Items listed in a dataset:
+---+
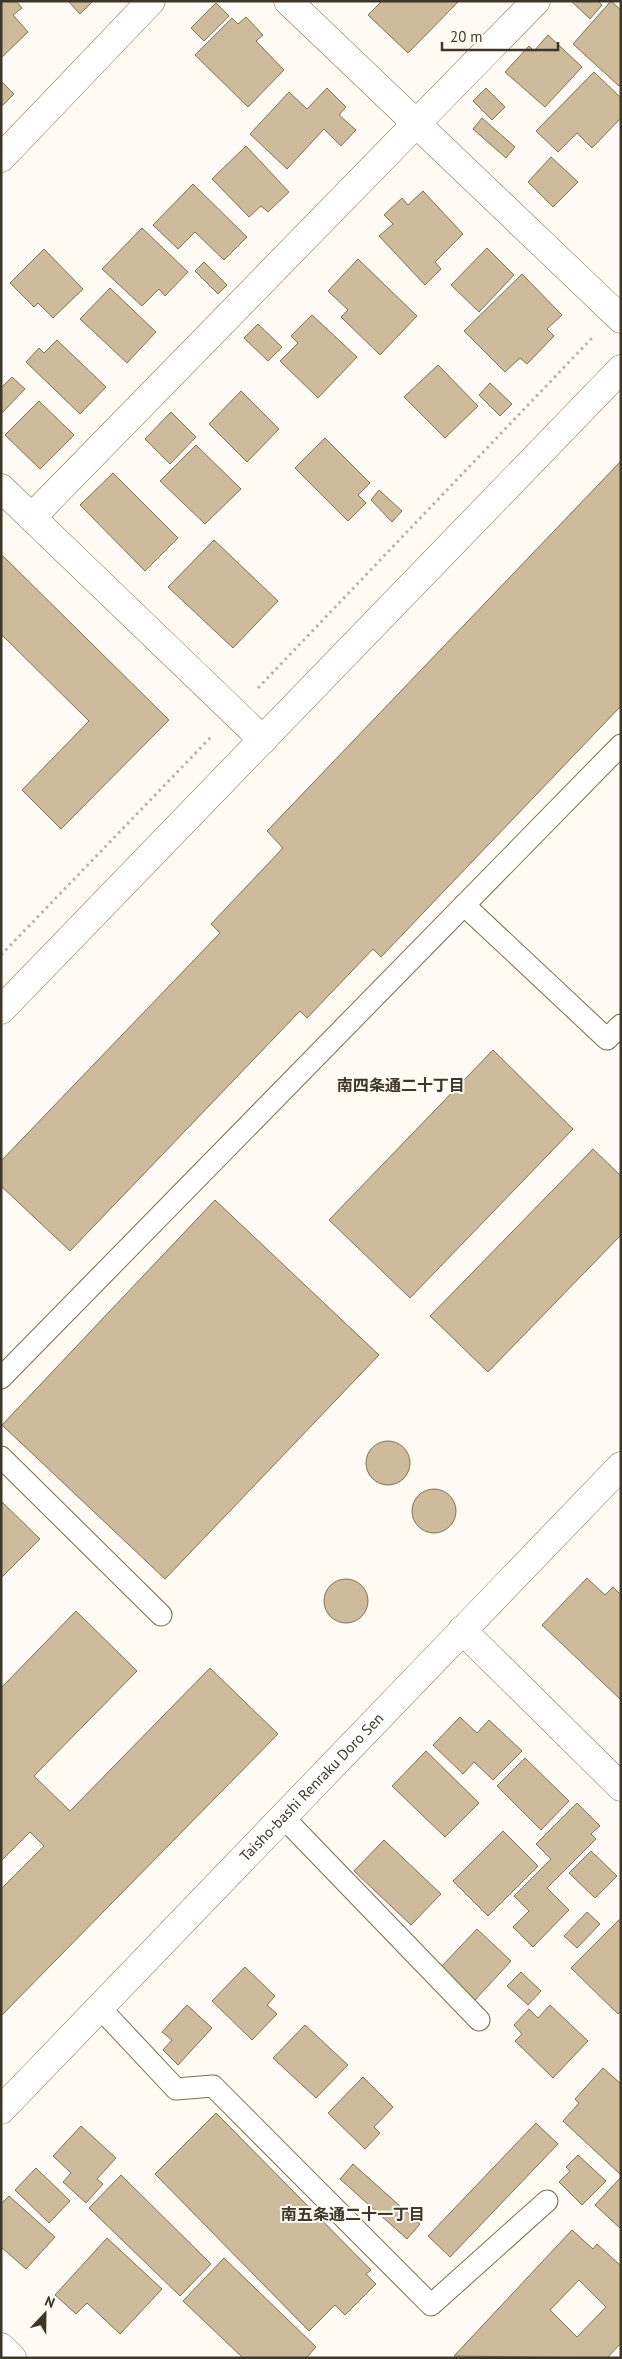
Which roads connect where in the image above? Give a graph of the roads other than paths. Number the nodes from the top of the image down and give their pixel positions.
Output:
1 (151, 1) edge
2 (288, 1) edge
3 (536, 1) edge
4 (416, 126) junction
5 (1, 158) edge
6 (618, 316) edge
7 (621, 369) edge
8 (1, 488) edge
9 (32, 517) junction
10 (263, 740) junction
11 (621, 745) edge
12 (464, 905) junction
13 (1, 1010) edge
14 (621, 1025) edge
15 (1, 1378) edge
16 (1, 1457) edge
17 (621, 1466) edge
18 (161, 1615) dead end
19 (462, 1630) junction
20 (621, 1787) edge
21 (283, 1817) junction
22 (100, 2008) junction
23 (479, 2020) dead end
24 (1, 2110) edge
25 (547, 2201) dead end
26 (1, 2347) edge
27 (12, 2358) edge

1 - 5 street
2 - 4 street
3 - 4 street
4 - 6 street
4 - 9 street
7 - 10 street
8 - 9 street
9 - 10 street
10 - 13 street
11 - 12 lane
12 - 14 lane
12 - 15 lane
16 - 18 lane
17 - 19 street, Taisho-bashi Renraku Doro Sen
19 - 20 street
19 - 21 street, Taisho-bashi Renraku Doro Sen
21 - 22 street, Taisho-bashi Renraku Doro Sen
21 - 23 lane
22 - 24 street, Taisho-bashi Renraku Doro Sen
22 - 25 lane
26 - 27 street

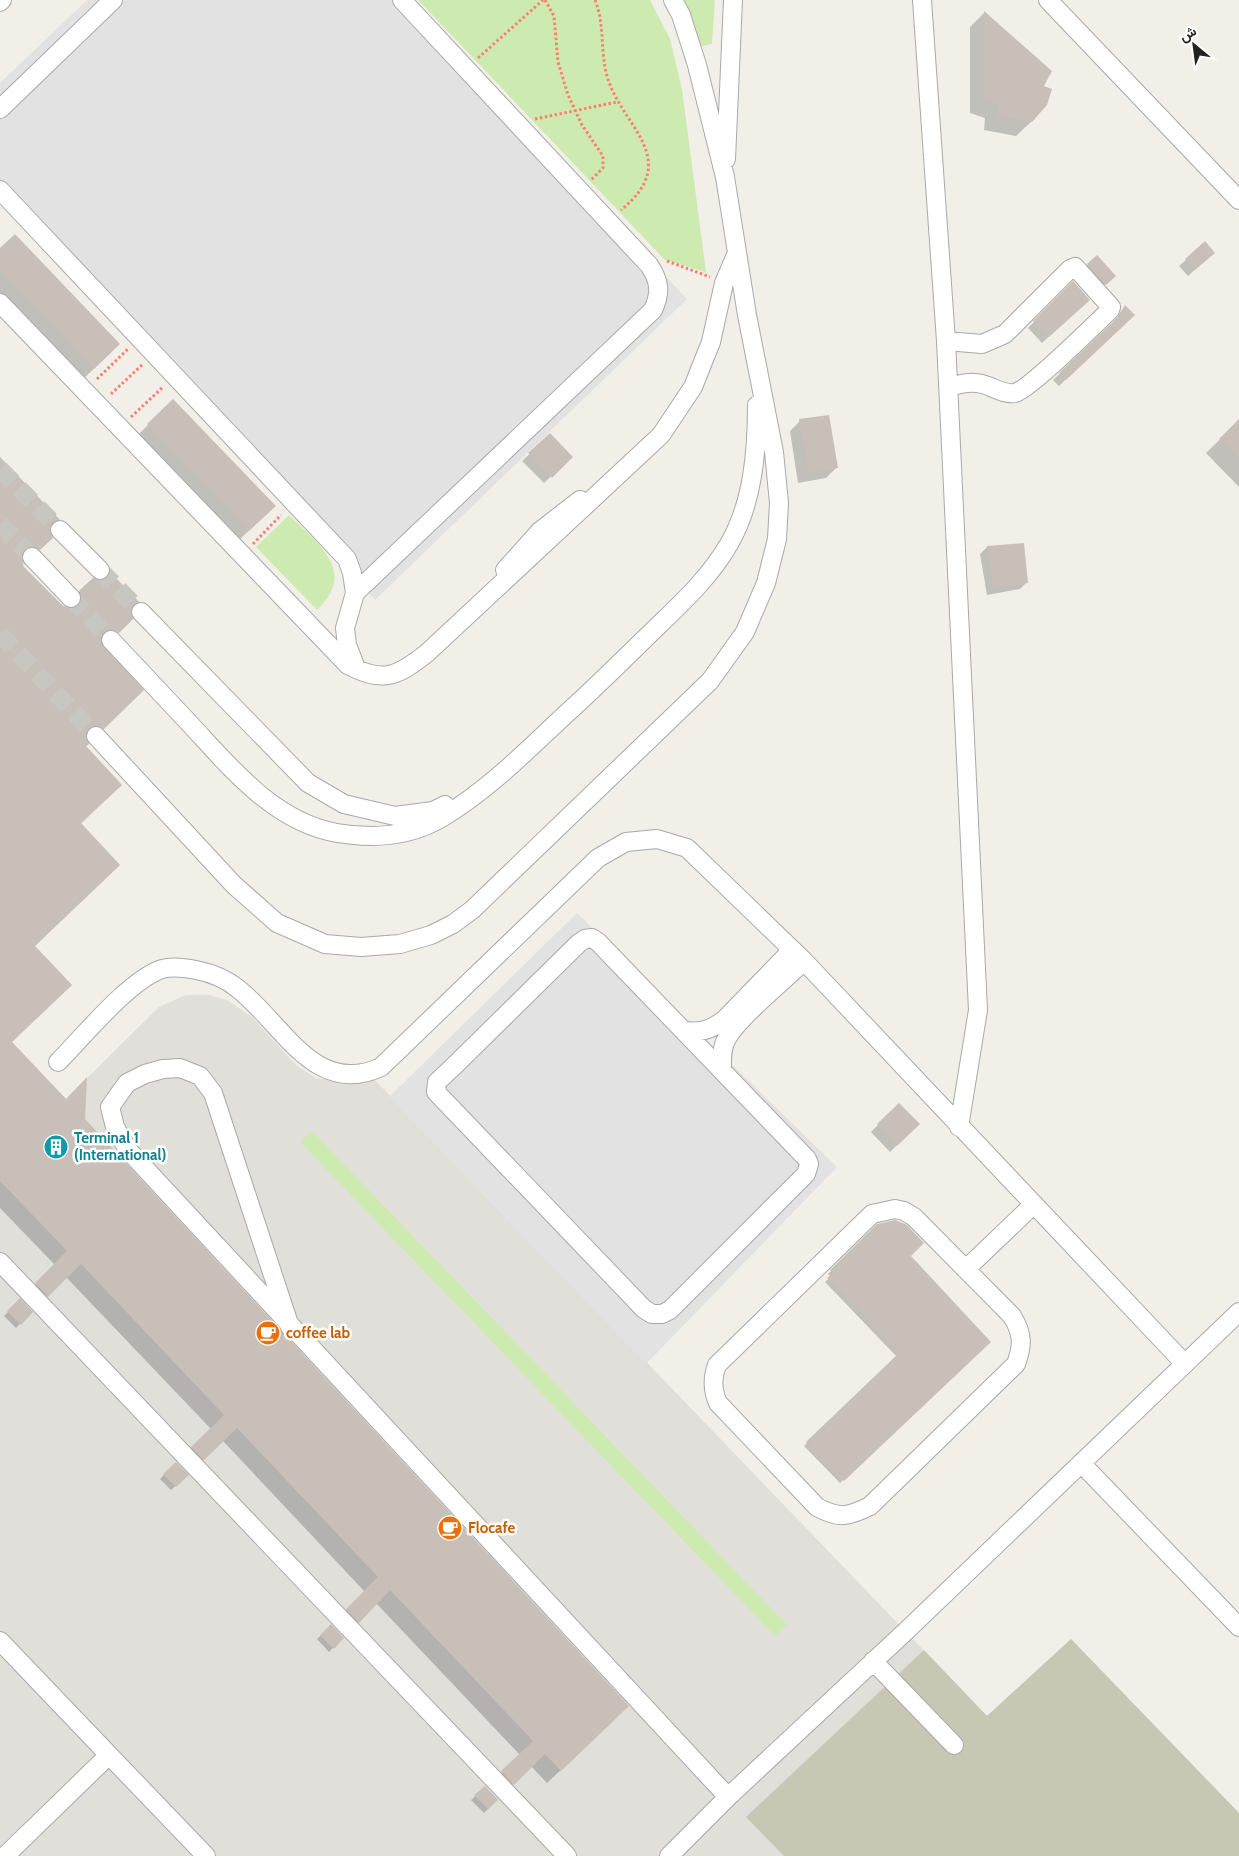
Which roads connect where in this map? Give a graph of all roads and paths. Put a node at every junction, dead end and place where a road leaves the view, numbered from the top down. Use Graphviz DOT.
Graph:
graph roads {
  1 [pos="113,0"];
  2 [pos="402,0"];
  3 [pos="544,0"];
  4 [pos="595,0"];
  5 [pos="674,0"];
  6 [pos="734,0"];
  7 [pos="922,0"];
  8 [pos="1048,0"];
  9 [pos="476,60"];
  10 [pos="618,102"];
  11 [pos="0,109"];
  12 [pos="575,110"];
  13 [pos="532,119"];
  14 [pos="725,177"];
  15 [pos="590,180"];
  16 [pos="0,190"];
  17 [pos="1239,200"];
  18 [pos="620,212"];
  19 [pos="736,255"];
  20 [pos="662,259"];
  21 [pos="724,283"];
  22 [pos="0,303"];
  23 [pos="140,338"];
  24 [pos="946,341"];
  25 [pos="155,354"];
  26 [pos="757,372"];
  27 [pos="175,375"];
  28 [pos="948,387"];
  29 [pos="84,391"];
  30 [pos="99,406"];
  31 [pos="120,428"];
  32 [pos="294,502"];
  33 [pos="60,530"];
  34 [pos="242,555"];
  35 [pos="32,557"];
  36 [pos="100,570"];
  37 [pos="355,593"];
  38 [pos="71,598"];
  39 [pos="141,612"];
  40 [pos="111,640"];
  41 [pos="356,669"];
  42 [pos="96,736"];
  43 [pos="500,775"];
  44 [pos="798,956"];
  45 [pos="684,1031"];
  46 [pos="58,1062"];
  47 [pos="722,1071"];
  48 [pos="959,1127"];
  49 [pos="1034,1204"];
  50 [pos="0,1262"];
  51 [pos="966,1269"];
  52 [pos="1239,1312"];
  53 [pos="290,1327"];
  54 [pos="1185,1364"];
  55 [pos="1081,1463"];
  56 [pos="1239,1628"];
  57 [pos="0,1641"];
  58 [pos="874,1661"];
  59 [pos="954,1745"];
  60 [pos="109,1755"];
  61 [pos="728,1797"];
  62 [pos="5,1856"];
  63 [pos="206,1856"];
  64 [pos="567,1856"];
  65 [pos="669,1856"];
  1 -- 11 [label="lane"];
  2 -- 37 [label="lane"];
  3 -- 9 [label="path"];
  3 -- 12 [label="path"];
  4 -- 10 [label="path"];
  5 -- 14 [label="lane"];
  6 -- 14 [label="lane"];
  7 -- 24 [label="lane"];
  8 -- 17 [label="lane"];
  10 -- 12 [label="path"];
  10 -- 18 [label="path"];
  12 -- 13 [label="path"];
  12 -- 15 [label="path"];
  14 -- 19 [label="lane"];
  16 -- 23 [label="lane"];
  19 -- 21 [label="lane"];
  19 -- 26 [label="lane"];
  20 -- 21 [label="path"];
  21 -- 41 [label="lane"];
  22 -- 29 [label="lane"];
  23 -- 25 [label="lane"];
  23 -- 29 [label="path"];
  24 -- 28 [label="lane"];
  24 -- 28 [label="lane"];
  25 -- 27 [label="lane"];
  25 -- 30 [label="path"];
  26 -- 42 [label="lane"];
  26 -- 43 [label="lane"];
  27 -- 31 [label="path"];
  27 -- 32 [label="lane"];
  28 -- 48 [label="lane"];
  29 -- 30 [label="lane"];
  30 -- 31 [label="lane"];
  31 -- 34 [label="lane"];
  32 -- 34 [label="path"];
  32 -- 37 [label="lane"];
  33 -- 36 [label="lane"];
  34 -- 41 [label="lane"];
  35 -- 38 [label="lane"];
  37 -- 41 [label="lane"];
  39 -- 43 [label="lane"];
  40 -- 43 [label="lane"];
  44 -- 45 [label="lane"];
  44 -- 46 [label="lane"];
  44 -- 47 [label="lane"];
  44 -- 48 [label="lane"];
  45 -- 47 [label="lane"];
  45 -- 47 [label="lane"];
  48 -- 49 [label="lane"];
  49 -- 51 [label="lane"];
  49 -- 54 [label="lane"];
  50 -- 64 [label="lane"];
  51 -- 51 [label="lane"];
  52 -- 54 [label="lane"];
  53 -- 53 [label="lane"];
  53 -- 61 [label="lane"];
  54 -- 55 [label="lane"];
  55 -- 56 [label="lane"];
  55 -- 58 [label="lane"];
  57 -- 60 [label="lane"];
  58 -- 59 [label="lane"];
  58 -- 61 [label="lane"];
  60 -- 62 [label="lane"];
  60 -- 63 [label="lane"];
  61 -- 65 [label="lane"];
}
+---+
- BRIEF
Repeat every record precisely. Any picture among them stays out of the copy.

- RESPONSE TO THIS EXERCISE
Which roads connect where in the image above? Give a graph of the roads other than paths. Number the nodes from the top of the image down and give their pixel positions.
Output:
1 (151, 1) edge
2 (288, 1) edge
3 (536, 1) edge
4 (416, 126) junction
5 (1, 158) edge
6 (618, 316) edge
7 (621, 369) edge
8 (1, 488) edge
9 (32, 517) junction
10 (263, 740) junction
11 (621, 745) edge
12 (464, 905) junction
13 (1, 1010) edge
14 (621, 1025) edge
15 (1, 1378) edge
16 (1, 1457) edge
17 (621, 1466) edge
18 (161, 1615) dead end
19 (462, 1630) junction
20 (621, 1787) edge
21 (283, 1817) junction
22 (100, 2008) junction
23 (479, 2020) dead end
24 (1, 2110) edge
25 (547, 2201) dead end
26 (1, 2347) edge
27 (12, 2358) edge

1 - 5 street
2 - 4 street
3 - 4 street
4 - 6 street
4 - 9 street
7 - 10 street
8 - 9 street
9 - 10 street
10 - 13 street
11 - 12 lane
12 - 14 lane
12 - 15 lane
16 - 18 lane
17 - 19 street, Taisho-bashi Renraku Doro Sen
19 - 20 street
19 - 21 street, Taisho-bashi Renraku Doro Sen
21 - 22 street, Taisho-bashi Renraku Doro Sen
21 - 23 lane
22 - 24 street, Taisho-bashi Renraku Doro Sen
22 - 25 lane
26 - 27 street

Which roads connect where in this map? Give a graph of all roads and paths. Put a node at every junction, dead end and place where a road leaves the view, numbered from the top down. Use Graphviz DOT.
Graph:
graph roads {
  1 [pos="113,0"];
  2 [pos="402,0"];
  3 [pos="544,0"];
  4 [pos="595,0"];
  5 [pos="674,0"];
  6 [pos="734,0"];
  7 [pos="922,0"];
  8 [pos="1048,0"];
  9 [pos="476,60"];
  10 [pos="618,102"];
  11 [pos="0,109"];
  12 [pos="575,110"];
  13 [pos="532,119"];
  14 [pos="725,177"];
  15 [pos="590,180"];
  16 [pos="0,190"];
  17 [pos="1239,200"];
  18 [pos="620,212"];
  19 [pos="736,255"];
  20 [pos="662,259"];
  21 [pos="724,283"];
  22 [pos="0,303"];
  23 [pos="140,338"];
  24 [pos="946,341"];
  25 [pos="155,354"];
  26 [pos="757,372"];
  27 [pos="175,375"];
  28 [pos="948,387"];
  29 [pos="84,391"];
  30 [pos="99,406"];
  31 [pos="120,428"];
  32 [pos="294,502"];
  33 [pos="60,530"];
  34 [pos="242,555"];
  35 [pos="32,557"];
  36 [pos="100,570"];
  37 [pos="355,593"];
  38 [pos="71,598"];
  39 [pos="141,612"];
  40 [pos="111,640"];
  41 [pos="356,669"];
  42 [pos="96,736"];
  43 [pos="500,775"];
  44 [pos="798,956"];
  45 [pos="684,1031"];
  46 [pos="58,1062"];
  47 [pos="722,1071"];
  48 [pos="959,1127"];
  49 [pos="1034,1204"];
  50 [pos="0,1262"];
  51 [pos="966,1269"];
  52 [pos="1239,1312"];
  53 [pos="290,1327"];
  54 [pos="1185,1364"];
  55 [pos="1081,1463"];
  56 [pos="1239,1628"];
  57 [pos="0,1641"];
  58 [pos="874,1661"];
  59 [pos="954,1745"];
  60 [pos="109,1755"];
  61 [pos="728,1797"];
  62 [pos="5,1856"];
  63 [pos="206,1856"];
  64 [pos="567,1856"];
  65 [pos="669,1856"];
  1 -- 11 [label="lane"];
  2 -- 37 [label="lane"];
  3 -- 9 [label="path"];
  3 -- 12 [label="path"];
  4 -- 10 [label="path"];
  5 -- 14 [label="lane"];
  6 -- 14 [label="lane"];
  7 -- 24 [label="lane"];
  8 -- 17 [label="lane"];
  10 -- 12 [label="path"];
  10 -- 18 [label="path"];
  12 -- 13 [label="path"];
  12 -- 15 [label="path"];
  14 -- 19 [label="lane"];
  16 -- 23 [label="lane"];
  19 -- 21 [label="lane"];
  19 -- 26 [label="lane"];
  20 -- 21 [label="path"];
  21 -- 41 [label="lane"];
  22 -- 29 [label="lane"];
  23 -- 25 [label="lane"];
  23 -- 29 [label="path"];
  24 -- 28 [label="lane"];
  24 -- 28 [label="lane"];
  25 -- 27 [label="lane"];
  25 -- 30 [label="path"];
  26 -- 42 [label="lane"];
  26 -- 43 [label="lane"];
  27 -- 31 [label="path"];
  27 -- 32 [label="lane"];
  28 -- 48 [label="lane"];
  29 -- 30 [label="lane"];
  30 -- 31 [label="lane"];
  31 -- 34 [label="lane"];
  32 -- 34 [label="path"];
  32 -- 37 [label="lane"];
  33 -- 36 [label="lane"];
  34 -- 41 [label="lane"];
  35 -- 38 [label="lane"];
  37 -- 41 [label="lane"];
  39 -- 43 [label="lane"];
  40 -- 43 [label="lane"];
  44 -- 45 [label="lane"];
  44 -- 46 [label="lane"];
  44 -- 47 [label="lane"];
  44 -- 48 [label="lane"];
  45 -- 47 [label="lane"];
  45 -- 47 [label="lane"];
  48 -- 49 [label="lane"];
  49 -- 51 [label="lane"];
  49 -- 54 [label="lane"];
  50 -- 64 [label="lane"];
  51 -- 51 [label="lane"];
  52 -- 54 [label="lane"];
  53 -- 53 [label="lane"];
  53 -- 61 [label="lane"];
  54 -- 55 [label="lane"];
  55 -- 56 [label="lane"];
  55 -- 58 [label="lane"];
  57 -- 60 [label="lane"];
  58 -- 59 [label="lane"];
  58 -- 61 [label="lane"];
  60 -- 62 [label="lane"];
  60 -- 63 [label="lane"];
  61 -- 65 [label="lane"];
}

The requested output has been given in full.